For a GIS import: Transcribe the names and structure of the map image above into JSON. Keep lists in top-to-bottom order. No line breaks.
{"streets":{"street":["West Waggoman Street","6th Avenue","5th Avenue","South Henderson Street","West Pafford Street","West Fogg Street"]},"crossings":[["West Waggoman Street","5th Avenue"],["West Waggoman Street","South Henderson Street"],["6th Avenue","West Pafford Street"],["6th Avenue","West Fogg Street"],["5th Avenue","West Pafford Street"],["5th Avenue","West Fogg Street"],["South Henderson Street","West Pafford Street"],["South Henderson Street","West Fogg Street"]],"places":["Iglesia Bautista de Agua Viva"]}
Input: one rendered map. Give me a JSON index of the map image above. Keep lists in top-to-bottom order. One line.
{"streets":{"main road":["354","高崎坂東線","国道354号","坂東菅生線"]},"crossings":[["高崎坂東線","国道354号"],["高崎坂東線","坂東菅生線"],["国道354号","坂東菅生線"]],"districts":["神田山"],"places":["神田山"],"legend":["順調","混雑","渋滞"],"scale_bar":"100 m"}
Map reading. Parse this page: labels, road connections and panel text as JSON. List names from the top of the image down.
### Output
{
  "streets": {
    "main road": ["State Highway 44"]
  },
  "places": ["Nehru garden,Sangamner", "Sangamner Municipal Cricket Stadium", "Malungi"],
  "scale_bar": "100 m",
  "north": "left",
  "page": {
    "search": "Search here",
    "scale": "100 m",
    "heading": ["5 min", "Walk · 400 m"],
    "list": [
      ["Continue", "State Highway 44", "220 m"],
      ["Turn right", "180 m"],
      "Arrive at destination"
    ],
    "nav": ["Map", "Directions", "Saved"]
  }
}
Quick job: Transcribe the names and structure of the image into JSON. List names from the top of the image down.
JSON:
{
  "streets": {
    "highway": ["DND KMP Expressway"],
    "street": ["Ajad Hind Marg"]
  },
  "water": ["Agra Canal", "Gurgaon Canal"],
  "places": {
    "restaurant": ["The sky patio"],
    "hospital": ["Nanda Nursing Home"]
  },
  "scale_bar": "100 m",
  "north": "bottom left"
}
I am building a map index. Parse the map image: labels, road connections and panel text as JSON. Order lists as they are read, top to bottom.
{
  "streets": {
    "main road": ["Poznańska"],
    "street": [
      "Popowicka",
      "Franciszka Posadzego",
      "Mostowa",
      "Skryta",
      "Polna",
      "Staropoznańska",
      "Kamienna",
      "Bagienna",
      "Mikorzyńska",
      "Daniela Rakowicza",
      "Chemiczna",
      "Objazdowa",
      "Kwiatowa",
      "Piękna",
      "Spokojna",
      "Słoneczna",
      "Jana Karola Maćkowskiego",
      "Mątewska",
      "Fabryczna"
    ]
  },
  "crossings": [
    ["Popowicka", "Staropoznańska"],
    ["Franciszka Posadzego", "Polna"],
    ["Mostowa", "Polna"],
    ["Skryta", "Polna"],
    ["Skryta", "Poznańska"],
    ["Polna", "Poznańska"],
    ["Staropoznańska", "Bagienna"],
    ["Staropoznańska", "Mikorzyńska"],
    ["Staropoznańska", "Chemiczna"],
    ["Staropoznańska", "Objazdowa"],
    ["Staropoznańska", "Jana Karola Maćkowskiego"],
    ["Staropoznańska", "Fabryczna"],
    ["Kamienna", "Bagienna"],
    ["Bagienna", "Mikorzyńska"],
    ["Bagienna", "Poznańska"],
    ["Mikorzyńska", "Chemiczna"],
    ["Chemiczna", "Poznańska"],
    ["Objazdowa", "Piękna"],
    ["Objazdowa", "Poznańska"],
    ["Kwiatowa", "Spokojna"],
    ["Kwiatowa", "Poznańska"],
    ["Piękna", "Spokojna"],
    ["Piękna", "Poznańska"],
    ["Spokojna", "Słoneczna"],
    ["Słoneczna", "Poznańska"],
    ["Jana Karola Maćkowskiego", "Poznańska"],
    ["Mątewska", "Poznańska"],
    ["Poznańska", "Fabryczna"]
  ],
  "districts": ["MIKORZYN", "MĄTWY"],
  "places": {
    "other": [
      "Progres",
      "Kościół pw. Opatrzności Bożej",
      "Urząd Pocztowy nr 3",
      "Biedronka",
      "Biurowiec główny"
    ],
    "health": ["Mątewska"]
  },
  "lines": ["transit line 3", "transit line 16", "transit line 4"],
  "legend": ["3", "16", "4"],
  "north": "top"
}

* [Exercise goal] Please copy out every line shown above, exactly.

* [Exercise output]
For a GIS import: Transcribe the names and structure of the map image above into JSON. Keep lists in top-to-bottom order. No line breaks.
{"streets":{"street":["West Waggoman Street","6th Avenue","5th Avenue","South Henderson Street","West Pafford Street","West Fogg Street"]},"crossings":[["West Waggoman Street","5th Avenue"],["West Waggoman Street","South Henderson Street"],["6th Avenue","West Pafford Street"],["6th Avenue","West Fogg Street"],["5th Avenue","West Pafford Street"],["5th Avenue","West Fogg Street"],["South Henderson Street","West Pafford Street"],["South Henderson Street","West Fogg Street"]],"places":["Iglesia Bautista de Agua Viva"]}
Input: one rendered map. Give me a JSON index of the map image above. Keep lists in top-to-bottom order. One line.
{"streets":{"main road":["354","高崎坂東線","国道354号","坂東菅生線"]},"crossings":[["高崎坂東線","国道354号"],["高崎坂東線","坂東菅生線"],["国道354号","坂東菅生線"]],"districts":["神田山"],"places":["神田山"],"legend":["順調","混雑","渋滞"],"scale_bar":"100 m"}
Map reading. Parse this page: labels, road connections and panel text as JSON. List names from the top of the image down.
### Output
{
  "streets": {
    "main road": ["State Highway 44"]
  },
  "places": ["Nehru garden,Sangamner", "Sangamner Municipal Cricket Stadium", "Malungi"],
  "scale_bar": "100 m",
  "north": "left",
  "page": {
    "search": "Search here",
    "scale": "100 m",
    "heading": ["5 min", "Walk · 400 m"],
    "list": [
      ["Continue", "State Highway 44", "220 m"],
      ["Turn right", "180 m"],
      "Arrive at destination"
    ],
    "nav": ["Map", "Directions", "Saved"]
  }
}
Quick job: Transcribe the names and structure of the image into JSON. List names from the top of the image down.
JSON:
{
  "streets": {
    "highway": ["DND KMP Expressway"],
    "street": ["Ajad Hind Marg"]
  },
  "water": ["Agra Canal", "Gurgaon Canal"],
  "places": {
    "restaurant": ["The sky patio"],
    "hospital": ["Nanda Nursing Home"]
  },
  "scale_bar": "100 m",
  "north": "bottom left"
}
I am building a map index. Parse the map image: labels, road connections and panel text as JSON. Order lists as they are read, top to bottom.
{
  "streets": {
    "main road": ["Poznańska"],
    "street": [
      "Popowicka",
      "Franciszka Posadzego",
      "Mostowa",
      "Skryta",
      "Polna",
      "Staropoznańska",
      "Kamienna",
      "Bagienna",
      "Mikorzyńska",
      "Daniela Rakowicza",
      "Chemiczna",
      "Objazdowa",
      "Kwiatowa",
      "Piękna",
      "Spokojna",
      "Słoneczna",
      "Jana Karola Maćkowskiego",
      "Mątewska",
      "Fabryczna"
    ]
  },
  "crossings": [
    ["Popowicka", "Staropoznańska"],
    ["Franciszka Posadzego", "Polna"],
    ["Mostowa", "Polna"],
    ["Skryta", "Polna"],
    ["Skryta", "Poznańska"],
    ["Polna", "Poznańska"],
    ["Staropoznańska", "Bagienna"],
    ["Staropoznańska", "Mikorzyńska"],
    ["Staropoznańska", "Chemiczna"],
    ["Staropoznańska", "Objazdowa"],
    ["Staropoznańska", "Jana Karola Maćkowskiego"],
    ["Staropoznańska", "Fabryczna"],
    ["Kamienna", "Bagienna"],
    ["Bagienna", "Mikorzyńska"],
    ["Bagienna", "Poznańska"],
    ["Mikorzyńska", "Chemiczna"],
    ["Chemiczna", "Poznańska"],
    ["Objazdowa", "Piękna"],
    ["Objazdowa", "Poznańska"],
    ["Kwiatowa", "Spokojna"],
    ["Kwiatowa", "Poznańska"],
    ["Piękna", "Spokojna"],
    ["Piękna", "Poznańska"],
    ["Spokojna", "Słoneczna"],
    ["Słoneczna", "Poznańska"],
    ["Jana Karola Maćkowskiego", "Poznańska"],
    ["Mątewska", "Poznańska"],
    ["Poznańska", "Fabryczna"]
  ],
  "districts": ["MIKORZYN", "MĄTWY"],
  "places": {
    "other": [
      "Progres",
      "Kościół pw. Opatrzności Bożej",
      "Urząd Pocztowy nr 3",
      "Biedronka",
      "Biurowiec główny"
    ],
    "health": ["Mątewska"]
  },
  "lines": ["transit line 3", "transit line 16", "transit line 4"],
  "legend": ["3", "16", "4"],
  "north": "top"
}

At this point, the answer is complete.